Geoscience Reference
In-Depth Information
By 1912 Walcott had published many of
his finds and, of the 170 species currently
recognized from the Burgess Shale, over
100 were described by Walcott himself.
Walcott's Burgess Shale Quarry ( 29,
30 ) lies at 2,300 m (7,500 ft), just below
the top of Fossil Ridge, which connects
Mount Wapta and Mount Field. It is a
stunning location. Looking west from the
quarry, which remains snow-filled even in
the summer, a breath-taking panorama of
snow-capped mountains, glaciers, lakes,
and forests is revealed. Mount Burgess
points skywards, the vivid green Emerald
Lake is to its right, with the Emerald
Glacier poised above it. The site of
Walcott's camp can be made out on the
High Line Trail below.
Walcott also collected higher up the
mountain at a site now called the Raymond
Quarry after its detailed excavation in the
1930s by Professor Percy E Raymond of
Harvard University, whose collection now
resides at the Museum of Comparative
Zoology at Harvard. Apart from the work of
Alberto Simonetta, an Italian biologist, who
made detailed descriptions of some of the
Burgess trilobites in the 1960s, little further
work on these remarkable fossils was
carried out until the notion of a complete
restudy of the Burgess fauna was proposed
by Professor Harry Whittington in 1966.
Whittington is an Englishman, but
in 1966 was Professor of Paleontology at
Harvard University. He managed to
persuade the Geological Survey of
Canada that a restudy was timely and
collecting trips in 1966 and 1967
produced over 10,000 new specimens,
although few new taxa. In 1966
Whittington moved from Cambridge,
Massachusetts, to Cambridge, England,
and took the project with him. Very soon
he recruited two young postgraduates to
assist in the huge task of redescribing the
Burgess animals, Derek Briggs, taking on
the arthropods, and Simon Conway
Morris, the worms.
The Cambridge team made painstaking
dissections, drawings, and detailed photo-
graphs of the Burgess fossils and revealed a
wealth of new data unseen by previous
workers. Whittington produced a detailed
restudy of Walcott's first find, the 'lace crab',
Marrella , the most common animal from the
Burgess fauna, and set new standards for the
description of Burgess fossils. Briggs and
Conway Morris worked respectively on two
of the real enigmas of the Burgess
Problematica, Anomalocaris and Canadia
sparsa (later renamed Hallucigenia ) and by
remarkable detective work were able to
elucidate the true affinities of these most
bizarre Burgess animals.
In 1975 Desmond Collins of the Royal
Ontario Museum (ROM) in Toronto
obtained permission from the Park
Rangers to collect loose material from the
ridge.
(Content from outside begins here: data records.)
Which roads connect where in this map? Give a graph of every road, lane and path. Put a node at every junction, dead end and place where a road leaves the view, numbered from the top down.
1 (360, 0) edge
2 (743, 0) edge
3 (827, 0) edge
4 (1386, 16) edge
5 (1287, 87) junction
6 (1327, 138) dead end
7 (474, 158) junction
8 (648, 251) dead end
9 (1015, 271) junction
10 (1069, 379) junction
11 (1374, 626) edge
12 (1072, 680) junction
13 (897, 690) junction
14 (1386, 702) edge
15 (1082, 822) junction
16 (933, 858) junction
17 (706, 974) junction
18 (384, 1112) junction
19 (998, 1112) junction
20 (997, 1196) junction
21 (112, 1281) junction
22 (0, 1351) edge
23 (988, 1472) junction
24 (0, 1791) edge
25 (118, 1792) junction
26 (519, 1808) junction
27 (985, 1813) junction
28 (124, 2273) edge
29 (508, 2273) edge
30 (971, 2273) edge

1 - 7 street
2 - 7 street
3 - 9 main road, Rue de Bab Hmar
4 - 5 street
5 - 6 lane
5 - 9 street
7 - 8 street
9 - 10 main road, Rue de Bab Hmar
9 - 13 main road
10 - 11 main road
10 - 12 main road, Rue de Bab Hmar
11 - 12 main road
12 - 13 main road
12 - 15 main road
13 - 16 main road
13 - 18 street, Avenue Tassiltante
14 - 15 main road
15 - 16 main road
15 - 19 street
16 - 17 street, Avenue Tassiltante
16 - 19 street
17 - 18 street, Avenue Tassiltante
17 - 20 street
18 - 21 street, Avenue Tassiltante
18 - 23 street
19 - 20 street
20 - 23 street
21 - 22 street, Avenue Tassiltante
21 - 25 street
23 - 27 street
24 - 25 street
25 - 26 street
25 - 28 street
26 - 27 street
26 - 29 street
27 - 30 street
This party returned in 1981 and
1982, this time to look for new localities,
and demonstrated that the fossiliferous
beds were actually more extensive than
had been thought, with 10 or more new
locations, both above and below Walcott's
quarry, all along the line of the Cathedral
Escarpment.
In 1981 the site was designated a World
Heritage Site by UNESCO. The work of the
ROM team continued throughout the 1980s
and 1990s with some remarkable finds.
S TRATIGRAPHIC SETTING
AND TAPHONOMY OF THE
B URGESS S HALE
The Burgess Shale Formation is about
270 m (886 ft) thick and includes
10 members (Fletcher and Collins, 1998),
one of which, the Walcott Quarry Shale
Member, includes the productive layers in
Walcott's quarry which have yielded the
well-preserved, soft-bodied fossils. This
thick formation is the deep-water lateral
equivalent of the much thinner platform
facies of the Stephen Formation ( 31 ) and
is Middle Cambrian in age, approximately
510 million years old.
Just to the north of Walcott's quarry
the dark shales of the Burgess Shale
Formation abruptly disappear and abut
against much lighter-coloured dolomites
belonging to the Cathedral Formation
with an almost vertical contact ( 31 ).